-- Task directions --
In your answer, transcribe all of the data exactly.

<<<<

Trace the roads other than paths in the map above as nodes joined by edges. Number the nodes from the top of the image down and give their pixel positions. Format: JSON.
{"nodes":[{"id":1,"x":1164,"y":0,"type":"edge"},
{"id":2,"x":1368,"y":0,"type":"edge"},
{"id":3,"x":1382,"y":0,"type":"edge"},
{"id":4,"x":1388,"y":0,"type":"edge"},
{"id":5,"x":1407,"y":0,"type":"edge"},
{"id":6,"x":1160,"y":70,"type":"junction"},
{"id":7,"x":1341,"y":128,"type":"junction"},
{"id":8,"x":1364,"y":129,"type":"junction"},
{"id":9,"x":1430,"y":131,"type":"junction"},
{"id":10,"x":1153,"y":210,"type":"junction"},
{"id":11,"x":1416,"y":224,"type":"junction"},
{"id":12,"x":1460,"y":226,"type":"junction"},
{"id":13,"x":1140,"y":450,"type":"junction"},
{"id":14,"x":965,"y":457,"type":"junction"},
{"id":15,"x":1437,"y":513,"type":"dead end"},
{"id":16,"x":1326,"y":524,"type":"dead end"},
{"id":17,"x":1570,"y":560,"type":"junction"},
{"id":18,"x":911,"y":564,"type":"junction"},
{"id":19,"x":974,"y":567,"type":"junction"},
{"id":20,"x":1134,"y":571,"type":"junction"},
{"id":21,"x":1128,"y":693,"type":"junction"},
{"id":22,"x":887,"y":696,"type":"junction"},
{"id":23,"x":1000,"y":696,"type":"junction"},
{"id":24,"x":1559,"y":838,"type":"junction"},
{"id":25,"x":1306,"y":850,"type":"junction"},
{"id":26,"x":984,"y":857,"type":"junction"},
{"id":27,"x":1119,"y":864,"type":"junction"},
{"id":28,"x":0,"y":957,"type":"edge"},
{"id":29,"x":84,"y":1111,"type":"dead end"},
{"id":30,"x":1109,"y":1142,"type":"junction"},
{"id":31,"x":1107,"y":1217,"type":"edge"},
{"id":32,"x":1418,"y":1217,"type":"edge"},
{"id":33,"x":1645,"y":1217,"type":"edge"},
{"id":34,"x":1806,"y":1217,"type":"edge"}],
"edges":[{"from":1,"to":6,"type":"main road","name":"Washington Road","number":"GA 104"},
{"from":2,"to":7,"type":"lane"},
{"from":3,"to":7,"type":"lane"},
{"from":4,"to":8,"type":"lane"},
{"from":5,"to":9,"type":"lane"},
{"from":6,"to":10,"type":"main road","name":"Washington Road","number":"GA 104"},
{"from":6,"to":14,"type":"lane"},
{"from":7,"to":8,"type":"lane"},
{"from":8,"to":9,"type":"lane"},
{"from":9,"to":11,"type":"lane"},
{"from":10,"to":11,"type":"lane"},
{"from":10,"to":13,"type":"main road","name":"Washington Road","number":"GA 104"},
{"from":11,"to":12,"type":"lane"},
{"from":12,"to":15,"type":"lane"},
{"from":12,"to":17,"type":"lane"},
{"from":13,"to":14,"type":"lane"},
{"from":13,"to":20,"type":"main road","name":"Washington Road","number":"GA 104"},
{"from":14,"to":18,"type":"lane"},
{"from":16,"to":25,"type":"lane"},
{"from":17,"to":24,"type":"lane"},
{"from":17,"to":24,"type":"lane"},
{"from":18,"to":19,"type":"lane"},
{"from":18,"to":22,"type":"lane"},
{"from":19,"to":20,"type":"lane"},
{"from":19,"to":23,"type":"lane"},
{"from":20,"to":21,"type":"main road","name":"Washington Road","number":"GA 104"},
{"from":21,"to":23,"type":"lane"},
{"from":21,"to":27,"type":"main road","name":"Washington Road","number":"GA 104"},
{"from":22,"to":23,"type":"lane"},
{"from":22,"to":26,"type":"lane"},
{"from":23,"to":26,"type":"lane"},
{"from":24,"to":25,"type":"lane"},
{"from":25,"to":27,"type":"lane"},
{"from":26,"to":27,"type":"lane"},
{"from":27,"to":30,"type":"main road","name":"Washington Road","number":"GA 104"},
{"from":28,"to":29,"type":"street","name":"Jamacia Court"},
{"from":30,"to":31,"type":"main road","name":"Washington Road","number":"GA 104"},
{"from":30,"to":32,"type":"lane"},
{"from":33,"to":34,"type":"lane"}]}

>>>>

-- Answer below --
Trace the roads other than paths in the map above as nodes joined by edges. Number the nodes from the top of the image down and give their pixel positions. Format: JSON.
{"nodes":[{"id":1,"x":1164,"y":0,"type":"edge"},
{"id":2,"x":1368,"y":0,"type":"edge"},
{"id":3,"x":1382,"y":0,"type":"edge"},
{"id":4,"x":1388,"y":0,"type":"edge"},
{"id":5,"x":1407,"y":0,"type":"edge"},
{"id":6,"x":1160,"y":70,"type":"junction"},
{"id":7,"x":1341,"y":128,"type":"junction"},
{"id":8,"x":1364,"y":129,"type":"junction"},
{"id":9,"x":1430,"y":131,"type":"junction"},
{"id":10,"x":1153,"y":210,"type":"junction"},
{"id":11,"x":1416,"y":224,"type":"junction"},
{"id":12,"x":1460,"y":226,"type":"junction"},
{"id":13,"x":1140,"y":450,"type":"junction"},
{"id":14,"x":965,"y":457,"type":"junction"},
{"id":15,"x":1437,"y":513,"type":"dead end"},
{"id":16,"x":1326,"y":524,"type":"dead end"},
{"id":17,"x":1570,"y":560,"type":"junction"},
{"id":18,"x":911,"y":564,"type":"junction"},
{"id":19,"x":974,"y":567,"type":"junction"},
{"id":20,"x":1134,"y":571,"type":"junction"},
{"id":21,"x":1128,"y":693,"type":"junction"},
{"id":22,"x":887,"y":696,"type":"junction"},
{"id":23,"x":1000,"y":696,"type":"junction"},
{"id":24,"x":1559,"y":838,"type":"junction"},
{"id":25,"x":1306,"y":850,"type":"junction"},
{"id":26,"x":984,"y":857,"type":"junction"},
{"id":27,"x":1119,"y":864,"type":"junction"},
{"id":28,"x":0,"y":957,"type":"edge"},
{"id":29,"x":84,"y":1111,"type":"dead end"},
{"id":30,"x":1109,"y":1142,"type":"junction"},
{"id":31,"x":1107,"y":1217,"type":"edge"},
{"id":32,"x":1418,"y":1217,"type":"edge"},
{"id":33,"x":1645,"y":1217,"type":"edge"},
{"id":34,"x":1806,"y":1217,"type":"edge"}],
"edges":[{"from":1,"to":6,"type":"main road","name":"Washington Road","number":"GA 104"},
{"from":2,"to":7,"type":"lane"},
{"from":3,"to":7,"type":"lane"},
{"from":4,"to":8,"type":"lane"},
{"from":5,"to":9,"type":"lane"},
{"from":6,"to":10,"type":"main road","name":"Washington Road","number":"GA 104"},
{"from":6,"to":14,"type":"lane"},
{"from":7,"to":8,"type":"lane"},
{"from":8,"to":9,"type":"lane"},
{"from":9,"to":11,"type":"lane"},
{"from":10,"to":11,"type":"lane"},
{"from":10,"to":13,"type":"main road","name":"Washington Road","number":"GA 104"},
{"from":11,"to":12,"type":"lane"},
{"from":12,"to":15,"type":"lane"},
{"from":12,"to":17,"type":"lane"},
{"from":13,"to":14,"type":"lane"},
{"from":13,"to":20,"type":"main road","name":"Washington Road","number":"GA 104"},
{"from":14,"to":18,"type":"lane"},
{"from":16,"to":25,"type":"lane"},
{"from":17,"to":24,"type":"lane"},
{"from":17,"to":24,"type":"lane"},
{"from":18,"to":19,"type":"lane"},
{"from":18,"to":22,"type":"lane"},
{"from":19,"to":20,"type":"lane"},
{"from":19,"to":23,"type":"lane"},
{"from":20,"to":21,"type":"main road","name":"Washington Road","number":"GA 104"},
{"from":21,"to":23,"type":"lane"},
{"from":21,"to":27,"type":"main road","name":"Washington Road","number":"GA 104"},
{"from":22,"to":23,"type":"lane"},
{"from":22,"to":26,"type":"lane"},
{"from":23,"to":26,"type":"lane"},
{"from":24,"to":25,"type":"lane"},
{"from":25,"to":27,"type":"lane"},
{"from":26,"to":27,"type":"lane"},
{"from":27,"to":30,"type":"main road","name":"Washington Road","number":"GA 104"},
{"from":28,"to":29,"type":"street","name":"Jamacia Court"},
{"from":30,"to":31,"type":"main road","name":"Washington Road","number":"GA 104"},
{"from":30,"to":32,"type":"lane"},
{"from":33,"to":34,"type":"lane"}]}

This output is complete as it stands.